That doesn’t mean that Lagardère Sports will seek to avoid risk completely. “It’s not just about safer areas,” Georgiou says, “it’s about managing risk. Everything we do is risk. It’s about discipline around responding to tenders, taking a disciplined approach to all of the business. If you know what you’re doing you can manage risks cleverly. That’s what we’re doing. By reorganising and making tough decisions [a succession of senior executives departed or were fired over the last three years], you can run profitably and take out silly risks.”
That Franco-German axis does still exist within the agency. “Between the two they represent half of the workforce,” Georgiou says, but claims that the agency’s “number-one achievement” under his leadership “is that we created the most positive collaborative culture in the organisation. Whether German or French, we brought them together under a new organisational structure that allows us to play to our strengths.

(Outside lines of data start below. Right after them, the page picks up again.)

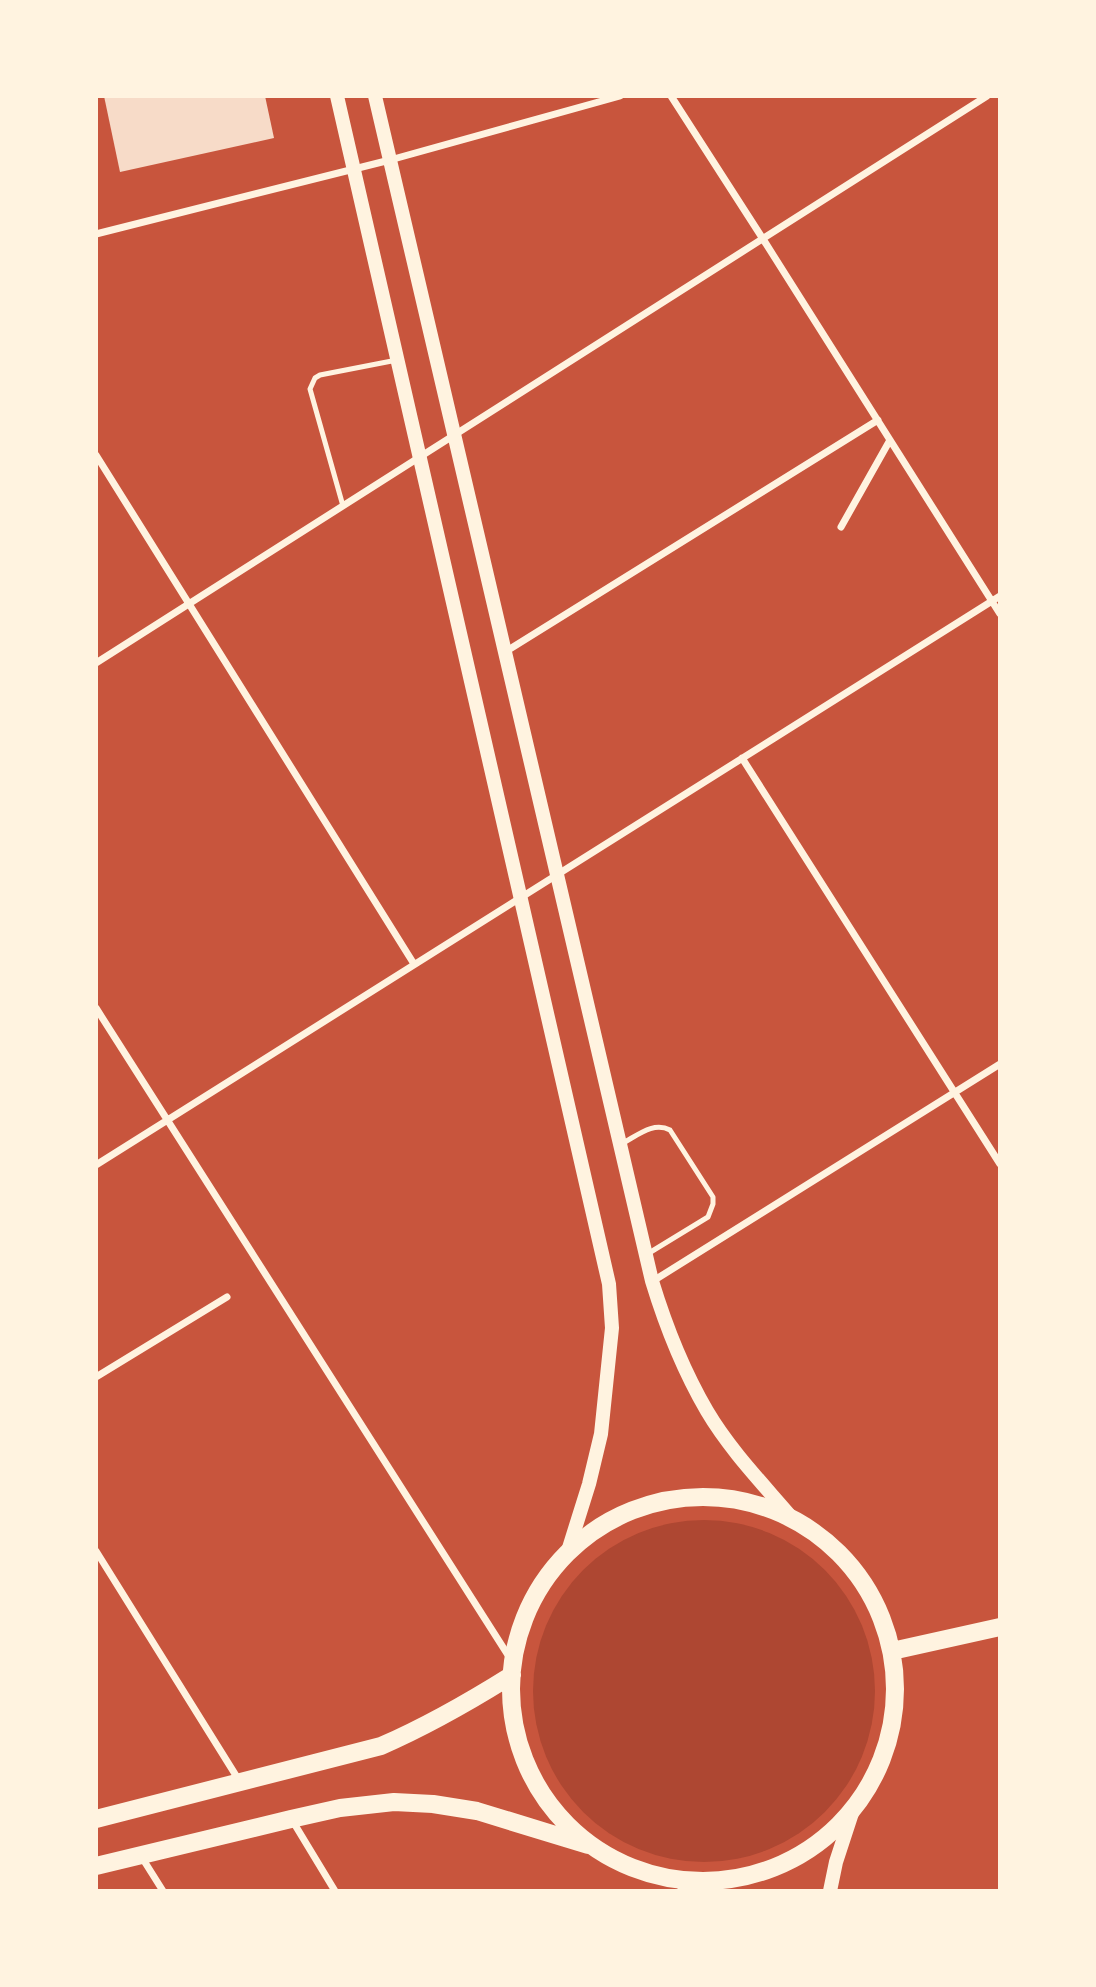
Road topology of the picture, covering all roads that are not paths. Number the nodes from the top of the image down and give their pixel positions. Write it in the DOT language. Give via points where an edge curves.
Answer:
graph roads {
  1 [pos="337,96"];
  2 [pos="375,96"];
  3 [pos="620,96"];
  4 [pos="671,96"];
  5 [pos="987,96"];
  6 [pos="390,160"];
  7 [pos="354,169"];
  8 [pos="96,234"];
  9 [pos="763,239"];
  10 [pos="397,360"];
  11 [pos="877,420"];
  12 [pos="454,435"];
  13 [pos="890,440"];
  14 [pos="96,454"];
  15 [pos="419,458"];
  16 [pos="343,506"];
  17 [pos="841,527"];
  18 [pos="1000,596"];
  19 [pos="991,601"];
  20 [pos="189,604"];
  21 [pos="1000,614"];
  22 [pos="505,652"];
  23 [pos="96,663"];
  24 [pos="742,758"];
  25 [pos="557,875"];
  26 [pos="520,897"];
  27 [pos="414,964"];
  28 [pos="96,1008"];
  29 [pos="1000,1064"];
  30 [pos="954,1093"];
  31 [pos="168,1120"];
  32 [pos="620,1145"];
  33 [pos="1000,1164"];
  34 [pos="96,1165"];
  35 [pos="646,1255"];
  36 [pos="652,1281"];
  37 [pos="227,1297"];
  38 [pos="96,1377"];
  39 [pos="792,1518"];
  40 [pos="96,1551"];
  41 [pos="568,1551"];
  42 [pos="1000,1627"];
  43 [pos="892,1651"];
  44 [pos="512,1669"];
  45 [pos="240,1783"];
  46 [pos="853,1810"];
  47 [pos="96,1819"];
  48 [pos="291,1819"];
  49 [pos="592,1846"];
  50 [pos="141,1855"];
  51 [pos="96,1866"];
  52 [pos="670,1879"];
  53 [pos="163,1891"];
  54 [pos="335,1891"];
  55 [pos="687,1891"];
  56 [pos="830,1891"];
  1 -- 7 [label="main road"];
  2 -- 6 [label="main road"];
  3 -- 6 [label="street"];
  4 -- 9 [label="street"];
  5 -- 9 [label="street"];
  6 -- 7 [label="street"];
  6 -- 12 [label="main road"];
  7 -- 8 [label="street"];
  7 -- 10 [label="main road"];
  9 -- 11 [label="street"];
  9 -- 12 [label="street"];
  10 -- 15 [label="main road"];
  10 -- 16 [label="lane" via="320,375 312,383"];
  11 -- 13 [label="street"];
  11 -- 22 [label="street"];
  12 -- 15 [label="street"];
  12 -- 22 [label="main road"];
  13 -- 17 [label="street"];
  13 -- 19 [label="street"];
  14 -- 20 [label="street"];
  15 -- 16 [label="street"];
  15 -- 26 [label="main road"];
  16 -- 20 [label="street"];
  18 -- 19 [label="street"];
  19 -- 21 [label="street"];
  19 -- 24 [label="street"];
  20 -- 23 [label="street"];
  20 -- 27 [label="street"];
  22 -- 25 [label="main road"];
  24 -- 25 [label="street"];
  24 -- 30 [label="street"];
  25 -- 26 [label="street"];
  25 -- 32 [label="main road"];
  26 -- 27 [label="street"];
  26 -- 41 [label="main road" via="606,1270 612,1328 601,1433"];
  27 -- 31 [label="street"];
  28 -- 31 [label="street"];
  29 -- 30 [label="street"];
  30 -- 33 [label="street"];
  30 -- 36 [label="street"];
  31 -- 34 [label="street"];
  31 -- 44 [label="street"];
  32 -- 35 [label="main road"];
  32 -- 35 [label="lane" via="656,1126 666,1127 713,1197 708,1217"];
  35 -- 36 [label="main road"];
  36 -- 39 [label="main road" via="686,1374 708,1413"];
  37 -- 38 [label="street"];
  39 -- 41 [label="main road" via="734,1498 674,1498 617,1516"];
  39 -- 43 [label="main road" via="828,1541 857,1573 879,1610"];
  40 -- 45 [label="street"];
  41 -- 44 [label="main road" via="542,1584 523,1622"];
  42 -- 43 [label="main road"];
  43 -- 46 [label="main road" via="894,1707 881,1762"];
  44 -- 45 [label="main road" via="455,1711 382,1746"];
  44 -- 49 [label="main road" via="513,1715 522,1753 539,1788 563,1820"];
  45 -- 47 [label="main road"];
  46 -- 52 [label="main road" via="816,1845 771,1870 721,1881"];
  46 -- 56 [label="main road"];
  48 -- 49 [label="main road" via="394,1802 433,1804 477,1811"];
  48 -- 50 [label="main road"];
  48 -- 54 [label="street"];
  49 -- 52 [label="main road" via="629,1867"];
  50 -- 51 [label="main road"];
  50 -- 53 [label="street"];
  52 -- 55 [label="street"];
}
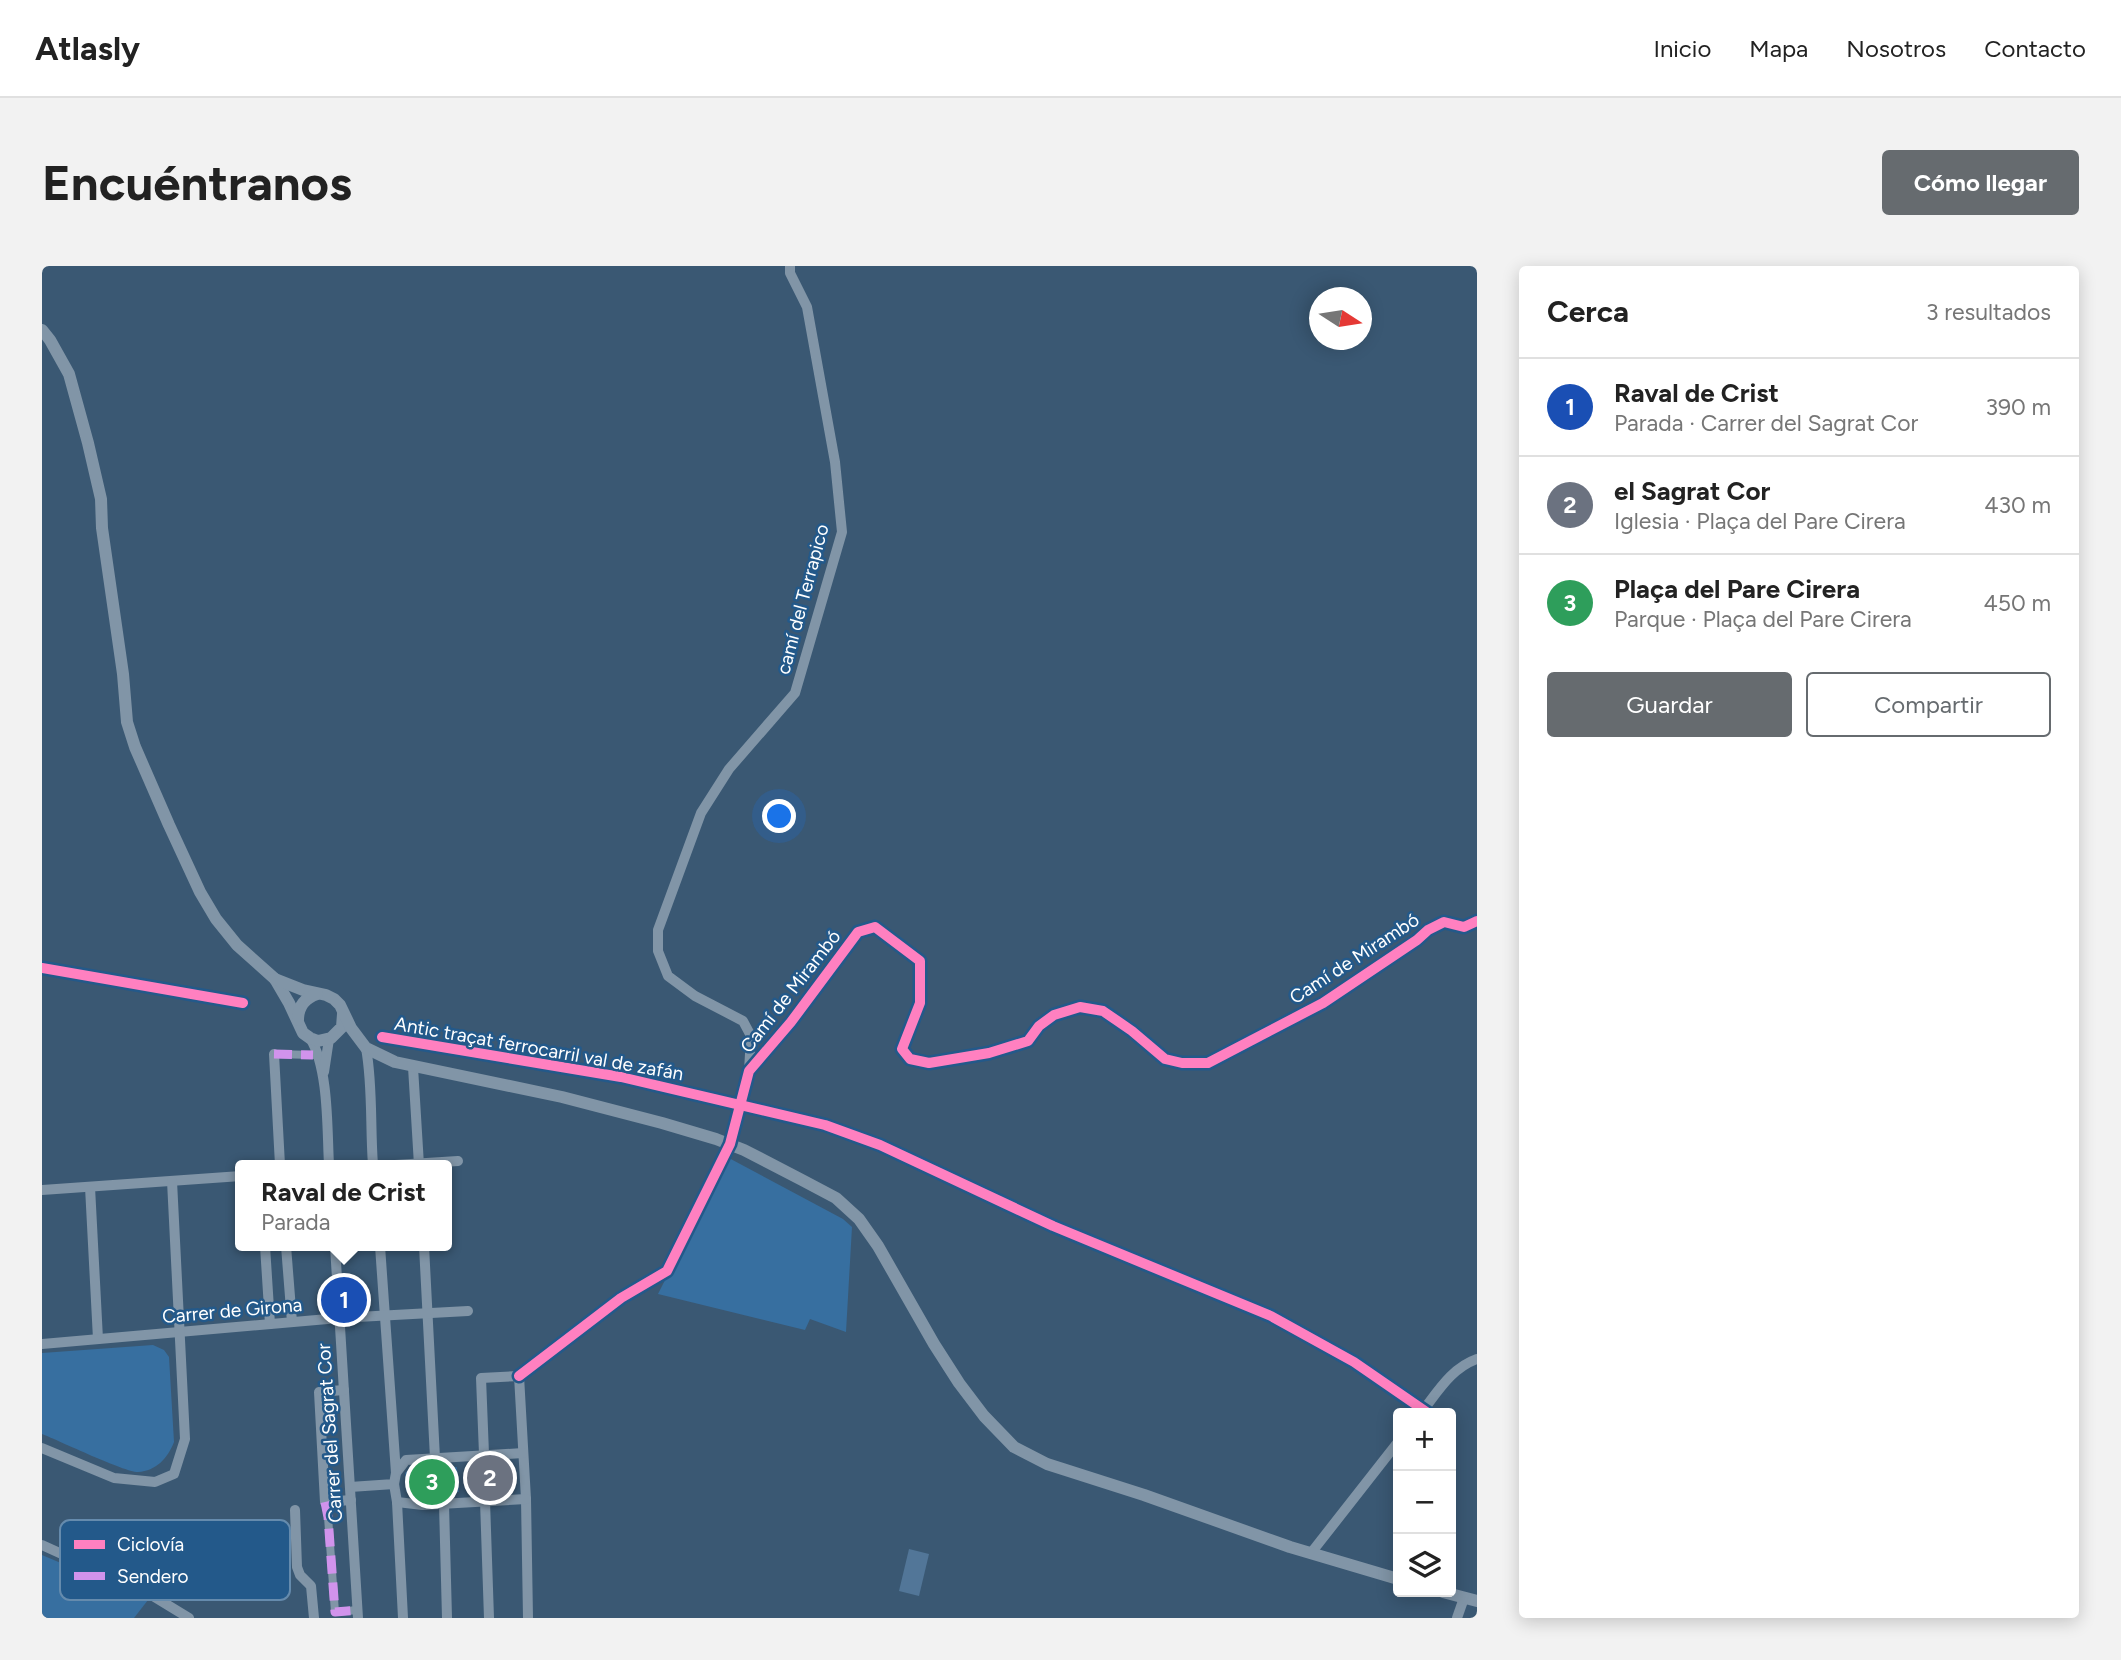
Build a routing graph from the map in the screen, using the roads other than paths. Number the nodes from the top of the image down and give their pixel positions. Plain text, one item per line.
1 (790, 266) edge
2 (42, 330) edge
3 (1477, 921) edge
4 (275, 979) junction
5 (317, 995) junction
6 (343, 1013) junction
7 (298, 1020) junction
8 (310, 1038) junction
9 (331, 1038) junction
10 (364, 1046) junction
11 (275, 1054) joint
12 (313, 1055) dead end
13 (413, 1067) junction
14 (749, 1071) junction
15 (323, 1076) junction
16 (730, 1144) junction
17 (279, 1160) edge
18 (329, 1160) edge
19 (372, 1160) edge
20 (419, 1160) edge
21 (452, 1161) edge
22 (458, 1161) dead end
23 (235, 1176) edge
24 (172, 1181) junction
25 (90, 1187) junction
26 (42, 1190) edge
27 (265, 1251) edge
28 (286, 1251) edge
29 (335, 1251) edge
30 (380, 1251) edge
31 (424, 1251) edge
32 (468, 1311) dead end
33 (428, 1313) junction
34 (384, 1315) junction
35 (339, 1318) junction
36 (292, 1322) junction
37 (270, 1324) junction
38 (181, 1332) junction
39 (98, 1339) junction
40 (42, 1344) edge
41 (1477, 1359) edge
42 (519, 1376) junction
43 (344, 1390) junction
44 (1424, 1408) edge
45 (42, 1448) edge
46 (1393, 1448) edge
47 (523, 1453) junction
48 (484, 1454) junction
49 (435, 1458) junction
50 (396, 1473) junction
51 (394, 1484) junction
52 (350, 1487) junction
53 (526, 1499) junction
54 (351, 1500) junction
55 (485, 1501) junction
56 (325, 1502) junction
57 (397, 1502) junction
58 (444, 1504) junction
59 (295, 1510) dead end
60 (42, 1545) edge
61 (60, 1553) edge
62 (1311, 1553) junction
63 (1393, 1578) edge
64 (1456, 1596) edge
65 (1464, 1598) junction
66 (159, 1600) edge
67 (1477, 1601) edge
68 (358, 1614) edge
69 (189, 1618) edge
70 (314, 1618) edge
71 (403, 1618) edge
72 (447, 1618) edge
73 (489, 1618) edge
74 (528, 1618) edge
75 (1457, 1618) edge

1 - 14 street, camí del Terrapico
2 - 4 street
3 - 14 street, Camí de Mirambó
4 - 5 street
4 - 7 street
5 - 6 street
5 - 7 street
6 - 9 street
6 - 10 street
7 - 8 street
8 - 9 street
8 - 15 street
9 - 10 street
9 - 15 street
10 - 13 street
10 - 19 street
11 - 12 street
11 - 17 street
13 - 16 street
13 - 20 street
14 - 16 street, Camí de Mirambó
15 - 18 street
16 - 42 street, Camí de Mirambó
16 - 62 street
21 - 22 street
23 - 24 street
24 - 25 street
24 - 38 street
25 - 26 street
25 - 39 street
27 - 37 street
28 - 36 street
29 - 35 street, Carrer del Sagrat Cor
30 - 34 street
31 - 33 street
32 - 33 street, Carrer de Girona
33 - 34 street, Carrer de Girona
33 - 49 street
34 - 35 street, Carrer de Girona
34 - 50 street
35 - 36 street, Carrer de Girona
35 - 43 street, Carrer del Sagrat Cor
36 - 37 street, Carrer de Girona
37 - 38 street, Carrer de Girona
38 - 39 street, Carrer de Girona
38 - 45 street
39 - 40 street, Carrer de Girona
41 - 44 street
42 - 47 street
42 - 48 street
43 - 52 street, Carrer del Sagrat Cor
43 - 56 street
46 - 62 street
47 - 48 street
47 - 53 street
48 - 49 street
49 - 50 street
50 - 51 street
51 - 52 street
51 - 57 street
52 - 54 street, Carrer del Sagrat Cor
53 - 55 street
53 - 74 street
54 - 56 street
54 - 68 street, Carrer del Sagrat Cor
55 - 58 street
55 - 73 street
56 - 68 street
57 - 58 street
57 - 71 street
58 - 72 street
59 - 70 street
60 - 61 street
62 - 63 street
64 - 65 street
65 - 67 street
65 - 75 street
66 - 69 street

None of the historical baggage is left.”
So how can risk be managed? By creating and owning events, instead of by being appointed (and discarded) at the whim of rights-holders? “Yes, in part,” says Georgiou, “but it’s more important communicating to rights-holders how they can create value. As we move increasingly away from buying rights, we need to be clear about why a rights-holder would appoint us. It’s more than the highest price – that’s a very negative space. Premium rights-holders don’t need financial security; they don’t need a guarantee.
We’re looking at opportunities for sport and entertainment to come together in a more collaborative way
“Entertainment is increasingly part of sport: anything that works to enhance the fan experience. We’re looking at opportunities for sport and entertainment to come together in a more collaborative way.”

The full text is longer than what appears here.